Some lucky fools doing the impossible is great fantasy, but these are all terrible plans.
They are all intricate, with multiple (unlikely) things that have to happen just right for the heroes to succeed. This makes them fragile. If one part of the plan encounters a problem, then the entire thing starts to fall apart. People scramble to keep it together, and usually make rash decisions rather than be the one responsible for destroying the Big Plan. You are going to have more problems than engineers. Your plans will need to accommodate that.
Let’s consider a movie with a good plan. At the beginning of Ronin, Sam is going into a café to meet with some dangerous strangers. Lots of things could go wrong. He observes the café ahead of time, and makes a plan. Behind the café he stashes a gun. As he enters the café, he asks for the toilets and uses it as an excuse to unlock the back door. If any number of things go wrong, now he has a quicker exit and the gun ready if needed.
The thing is, Sam didn’t have to execute the plan. The meeting went smoothly. Everyone walked out the door peacefully and he retrieved the gun. Most companies see this as waste. Work spent on something that didn’t provide value? That’s something to clean up! Something to optimize away!
But this is the sort of plan that companies need to embrace. Good plans increase your options, even if you don’t always need them. When things go south (and they will), that unlocked door or stashed gun means that you have more paths to victory. You shouldn’t plan for every possible problem. There’s too many of them anyways. Focus on the big and likely ones. Give yourself options, so that you can choose the best option when you finally find out which problem is going to show up this time.
Progress is a treadmill.
Imagine that you have a list of chores to do. Clean the house, mow the grass, pay your bills. You don’t really want to do them, but you’re a mostly responsible adult, so you do them. A day of hard work later, you finish all your chores only to look up and find out the list is bigger! Now you need to fix the car and walk the dog and make some dinner and schedule that doctor’s appointment and… ugh.
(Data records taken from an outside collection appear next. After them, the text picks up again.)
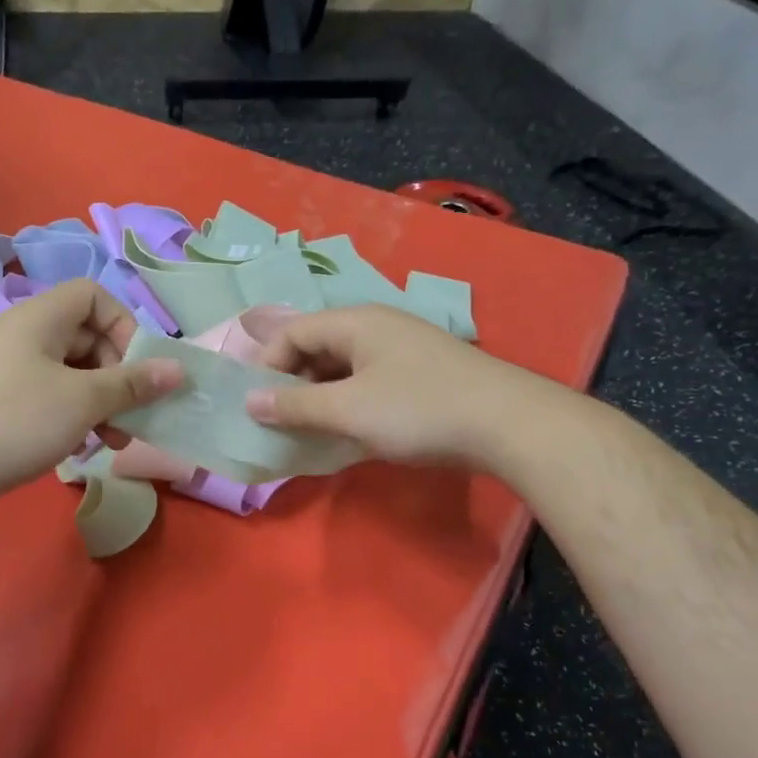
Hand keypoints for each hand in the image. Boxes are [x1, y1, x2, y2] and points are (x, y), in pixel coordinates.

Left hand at [0, 278, 184, 507]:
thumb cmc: (16, 420)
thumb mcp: (83, 401)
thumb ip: (132, 383)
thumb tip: (177, 369)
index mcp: (41, 318)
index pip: (94, 297)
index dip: (124, 325)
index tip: (137, 368)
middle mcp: (24, 334)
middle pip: (87, 338)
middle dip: (118, 376)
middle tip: (133, 415)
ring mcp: (9, 369)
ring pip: (71, 373)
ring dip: (100, 403)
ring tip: (114, 441)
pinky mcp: (0, 401)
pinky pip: (49, 396)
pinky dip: (72, 416)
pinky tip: (81, 449)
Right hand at [245, 305, 543, 468]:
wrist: (508, 424)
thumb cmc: (418, 409)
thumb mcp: (348, 409)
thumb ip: (295, 405)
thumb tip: (249, 402)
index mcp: (355, 322)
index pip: (293, 333)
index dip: (266, 366)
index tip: (256, 406)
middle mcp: (376, 328)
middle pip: (316, 348)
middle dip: (291, 383)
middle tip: (278, 422)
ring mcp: (400, 352)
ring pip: (341, 369)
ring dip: (318, 398)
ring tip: (307, 432)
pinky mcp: (418, 377)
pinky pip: (366, 385)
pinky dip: (346, 406)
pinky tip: (345, 434)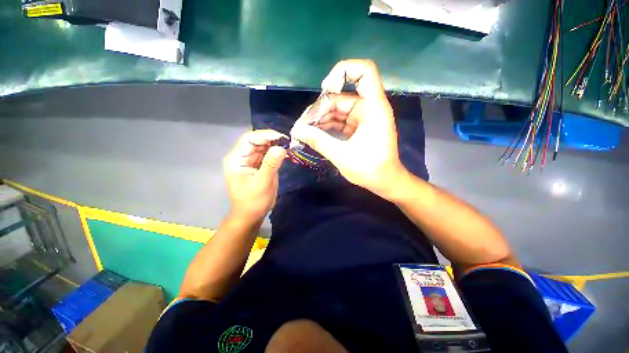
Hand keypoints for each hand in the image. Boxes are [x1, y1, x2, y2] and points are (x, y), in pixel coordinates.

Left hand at [223, 130, 286, 220]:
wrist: (251, 215)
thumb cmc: (253, 201)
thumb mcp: (263, 183)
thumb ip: (271, 164)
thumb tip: (281, 147)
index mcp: (236, 159)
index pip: (249, 139)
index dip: (265, 135)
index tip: (282, 138)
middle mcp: (241, 157)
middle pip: (256, 141)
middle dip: (272, 140)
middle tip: (288, 142)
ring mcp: (250, 161)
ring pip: (263, 147)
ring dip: (275, 146)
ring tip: (288, 146)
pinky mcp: (258, 166)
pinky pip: (267, 155)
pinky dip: (275, 153)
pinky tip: (284, 153)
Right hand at [290, 59, 407, 198]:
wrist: (384, 181)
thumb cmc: (370, 169)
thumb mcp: (342, 155)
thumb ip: (319, 141)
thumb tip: (297, 131)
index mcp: (374, 108)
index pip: (364, 72)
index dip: (343, 72)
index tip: (325, 88)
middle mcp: (369, 108)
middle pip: (341, 96)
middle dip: (320, 109)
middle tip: (303, 125)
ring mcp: (362, 118)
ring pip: (337, 109)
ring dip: (320, 118)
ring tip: (304, 131)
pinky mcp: (357, 127)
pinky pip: (339, 120)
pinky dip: (326, 125)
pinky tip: (314, 133)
This is software engineering in a nutshell.
As your team solves problems, the company succeeds and grows. Now it has more, harder problems for your team to solve (in addition to maintaining the stuff you already built). For people that focus on problems, it can seem as though things are never getting better. All that work, and there’s still all of these problems. They’ve run for hours but didn’t get anywhere.
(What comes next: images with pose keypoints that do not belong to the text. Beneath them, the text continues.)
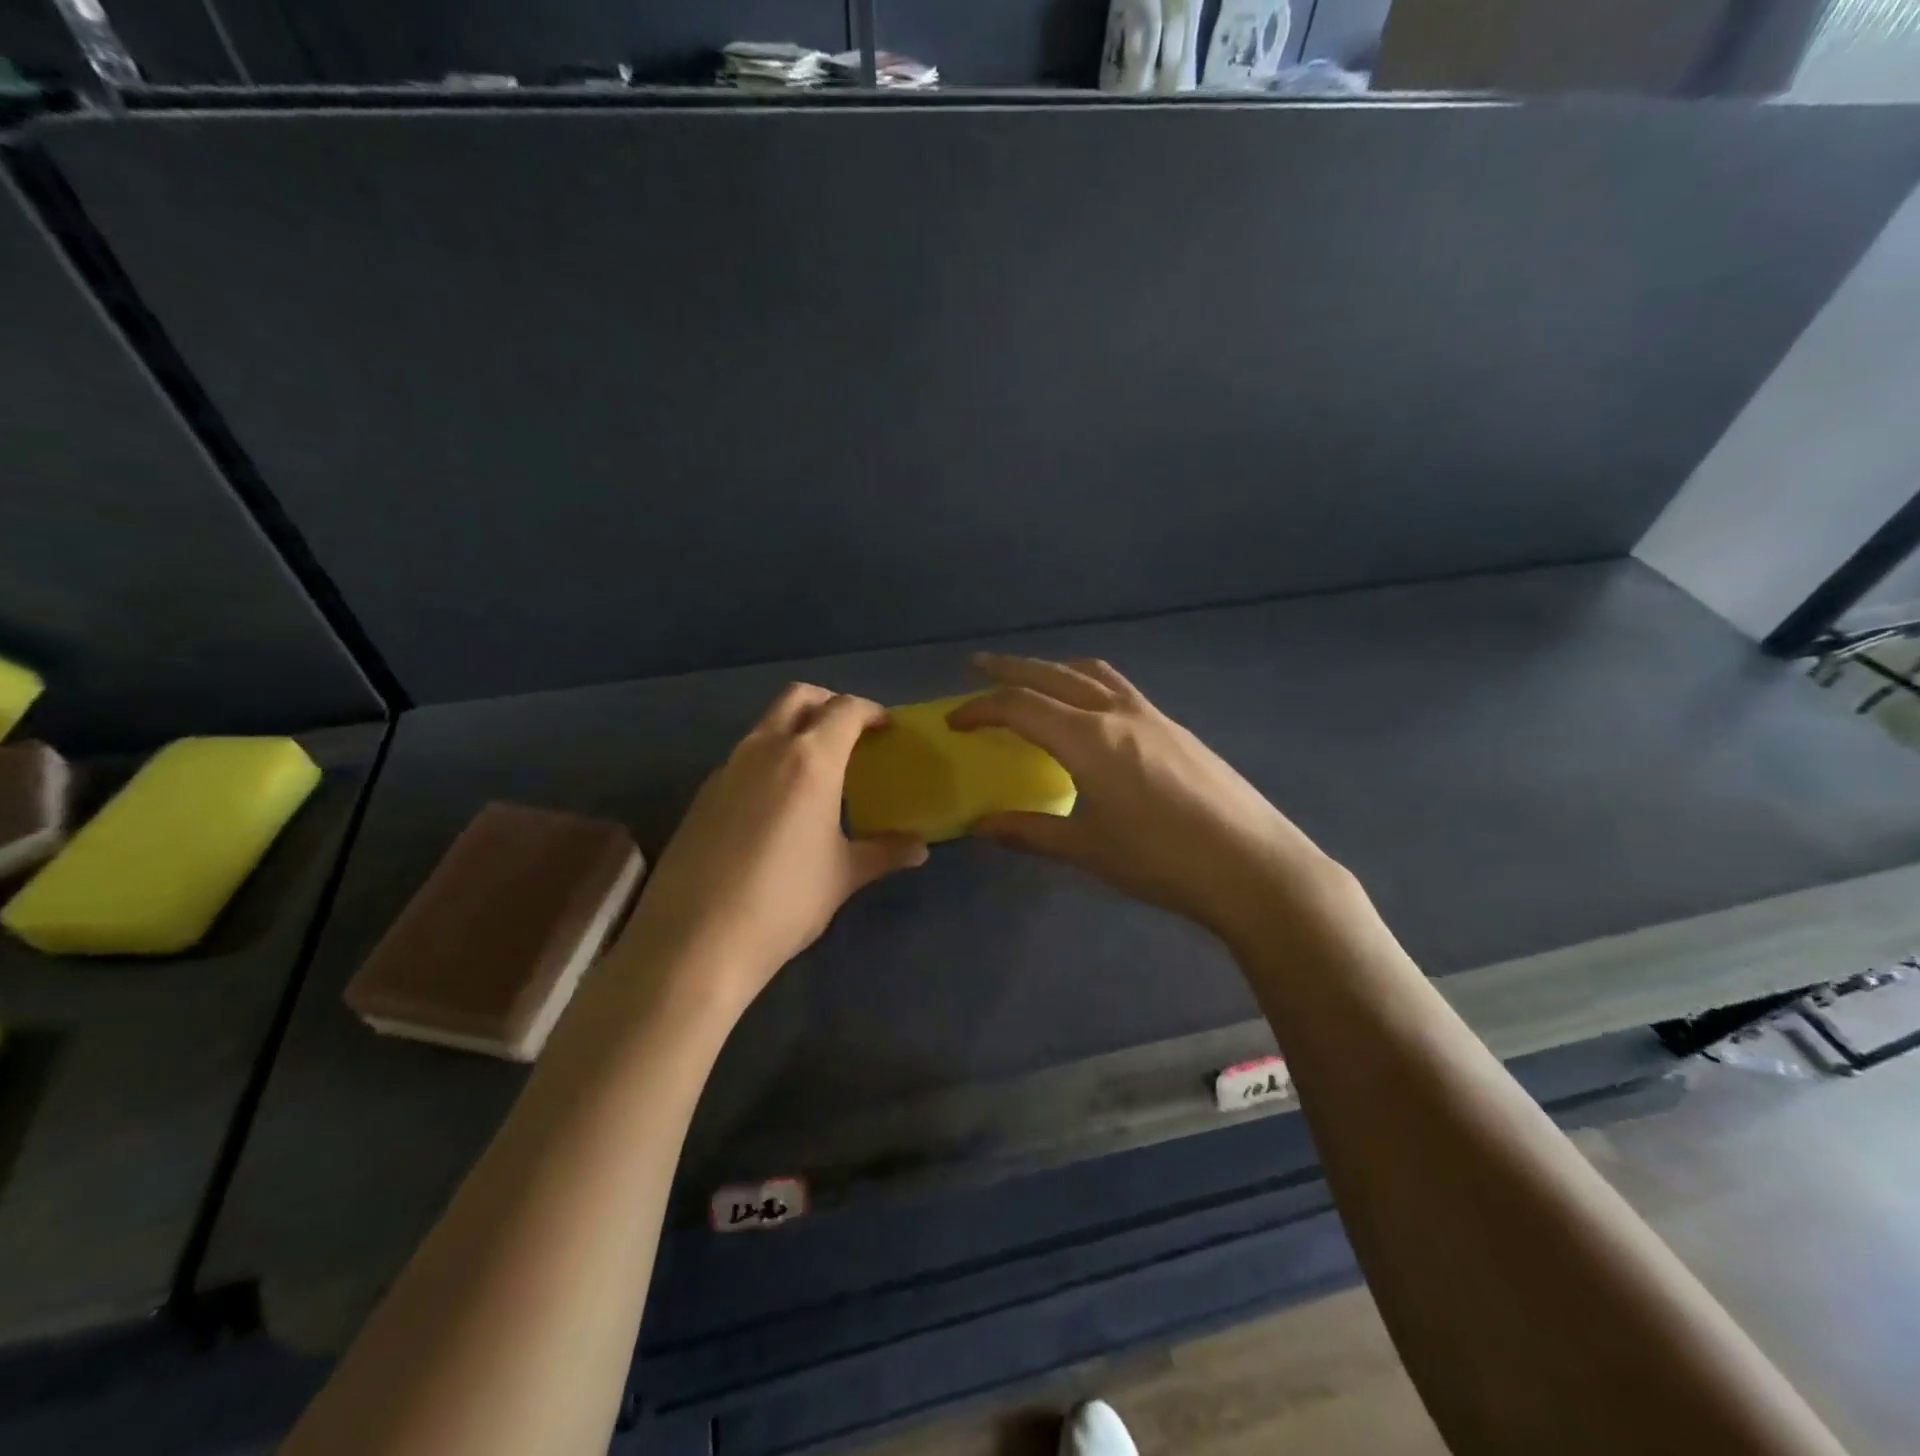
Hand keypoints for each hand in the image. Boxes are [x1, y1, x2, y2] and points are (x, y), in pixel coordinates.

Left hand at [622, 685, 926, 1010]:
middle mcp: (766, 749)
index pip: (845, 710)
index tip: (885, 727)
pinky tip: (776, 805)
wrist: (697, 939)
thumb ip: (884, 852)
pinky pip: (743, 758)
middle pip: (798, 697)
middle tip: (850, 733)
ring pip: (766, 725)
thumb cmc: (786, 900)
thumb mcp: (843, 876)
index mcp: (810, 760)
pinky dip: (768, 760)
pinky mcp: (703, 793)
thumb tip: (919, 849)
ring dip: (794, 730)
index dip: (870, 711)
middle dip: (828, 703)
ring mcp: (727, 768)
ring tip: (816, 770)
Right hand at [948, 654, 1347, 947]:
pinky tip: (1090, 712)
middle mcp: (1118, 713)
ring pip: (1092, 674)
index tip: (954, 722)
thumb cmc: (1163, 861)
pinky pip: (1119, 689)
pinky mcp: (1176, 728)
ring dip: (1054, 669)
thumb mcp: (1089, 850)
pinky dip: (1088, 684)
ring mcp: (1152, 716)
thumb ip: (1031, 832)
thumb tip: (981, 825)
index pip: (1020, 706)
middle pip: (1052, 675)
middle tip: (978, 667)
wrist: (1253, 866)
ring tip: (1032, 679)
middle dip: (1010, 669)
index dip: (980, 709)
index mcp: (1089, 739)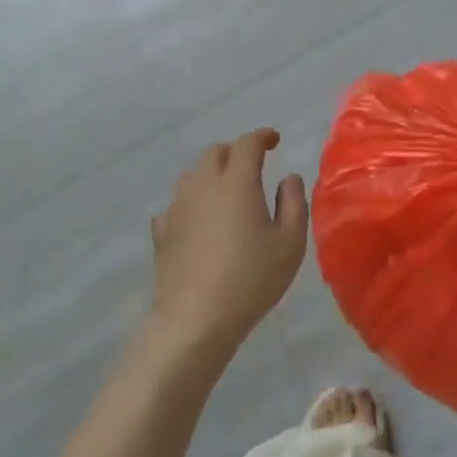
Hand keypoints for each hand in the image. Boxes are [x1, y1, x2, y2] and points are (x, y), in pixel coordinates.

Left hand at [148, 129, 308, 359]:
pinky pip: (177, 204)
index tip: (274, 140)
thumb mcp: (290, 243)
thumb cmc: (251, 279)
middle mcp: (203, 185)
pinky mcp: (162, 231)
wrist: (196, 319)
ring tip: (227, 191)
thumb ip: (293, 203)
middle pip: (215, 152)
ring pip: (193, 174)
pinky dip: (192, 202)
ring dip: (212, 173)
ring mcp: (178, 207)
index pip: (247, 144)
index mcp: (237, 182)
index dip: (262, 137)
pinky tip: (199, 219)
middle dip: (235, 152)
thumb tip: (288, 178)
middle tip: (252, 166)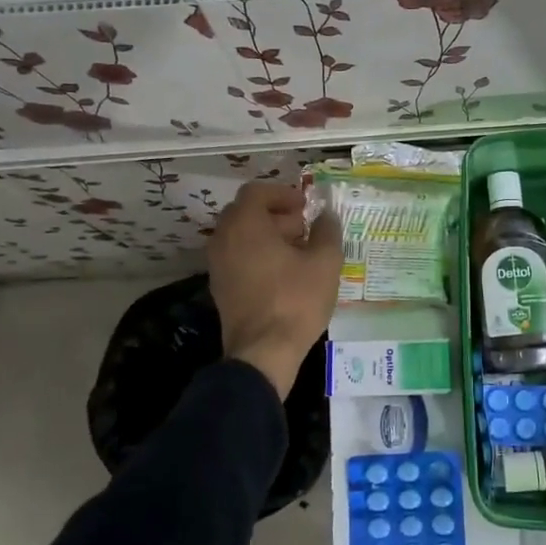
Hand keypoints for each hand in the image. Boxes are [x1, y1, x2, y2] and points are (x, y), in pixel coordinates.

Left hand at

Since there’s always going to be more problems, engineers’ sense of accomplishment needs to come from elsewhere. Some folks have it easy. They love solving problems. The never-ending stream of problems is like the world’s largest game for them. As long it stays fun (usually by striking the right balance of difficulty and variety), it doesn’t really matter if they’re not getting anywhere — the journey is enough for them.
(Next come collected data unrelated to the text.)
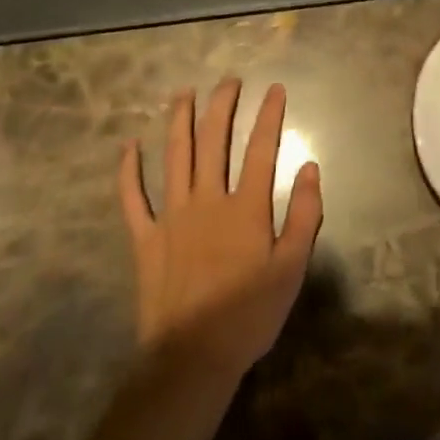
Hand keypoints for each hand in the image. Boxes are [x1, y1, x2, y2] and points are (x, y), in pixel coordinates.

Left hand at [119, 78, 322, 385]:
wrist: (191, 358)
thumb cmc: (249, 315)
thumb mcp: (292, 269)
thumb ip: (304, 215)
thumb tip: (310, 167)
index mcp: (245, 207)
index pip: (261, 148)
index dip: (269, 115)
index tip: (274, 88)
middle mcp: (208, 199)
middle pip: (214, 140)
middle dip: (222, 105)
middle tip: (228, 81)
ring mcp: (172, 216)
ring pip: (175, 156)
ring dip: (179, 121)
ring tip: (184, 93)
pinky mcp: (145, 238)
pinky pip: (133, 198)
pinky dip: (129, 171)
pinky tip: (129, 146)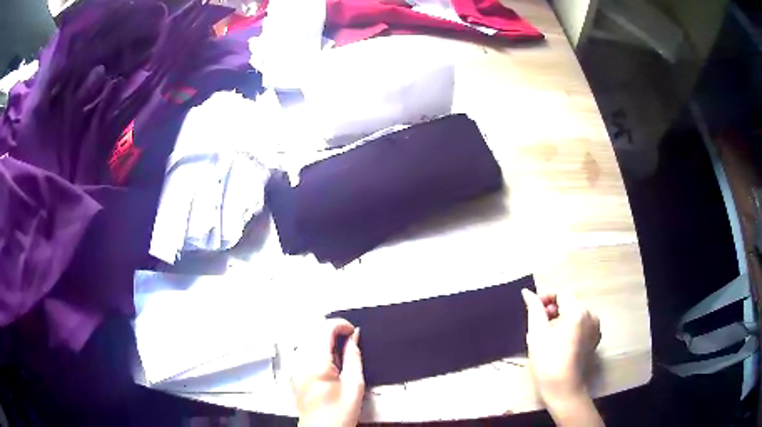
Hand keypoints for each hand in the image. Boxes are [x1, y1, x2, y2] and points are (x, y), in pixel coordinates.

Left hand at [292, 318, 364, 426]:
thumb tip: (354, 337)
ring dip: (325, 339)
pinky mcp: (294, 373)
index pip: (324, 329)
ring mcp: (294, 367)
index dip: (341, 324)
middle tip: (350, 343)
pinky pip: (304, 351)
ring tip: (340, 356)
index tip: (353, 331)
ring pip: (308, 339)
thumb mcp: (355, 385)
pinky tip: (329, 364)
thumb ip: (354, 357)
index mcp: (315, 364)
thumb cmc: (339, 413)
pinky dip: (318, 349)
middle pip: (313, 331)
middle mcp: (300, 362)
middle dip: (333, 331)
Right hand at [522, 289, 600, 405]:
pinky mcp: (594, 340)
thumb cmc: (548, 360)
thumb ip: (534, 309)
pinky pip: (580, 326)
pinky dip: (568, 329)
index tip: (531, 309)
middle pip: (569, 304)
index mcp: (578, 311)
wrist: (562, 389)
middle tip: (536, 325)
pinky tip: (557, 343)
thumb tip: (527, 292)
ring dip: (559, 320)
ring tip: (545, 335)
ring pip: (574, 315)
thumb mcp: (537, 333)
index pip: (561, 294)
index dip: (544, 298)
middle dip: (551, 310)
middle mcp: (591, 316)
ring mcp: (595, 328)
Others have it harder. They need to see changes. And that doesn’t work when there’s always going to be more problems to solve. You can spend your entire life making your corner of the world a better place, and still have lifetimes of work to do. That doesn’t mean that you didn’t accomplish anything. Quite the opposite! But the only way to see that is to look backwards.
The better way to measure progress is to ignore the problems and think about what we’ve built. What things can we do today that we couldn’t yesterday? What things are easier now? What would have fallen into ruin if we weren’t there. Those things do change. We can look back and see how things are better now than they were. Yes, new software brings with it new problems.
There’s always going to be more problems.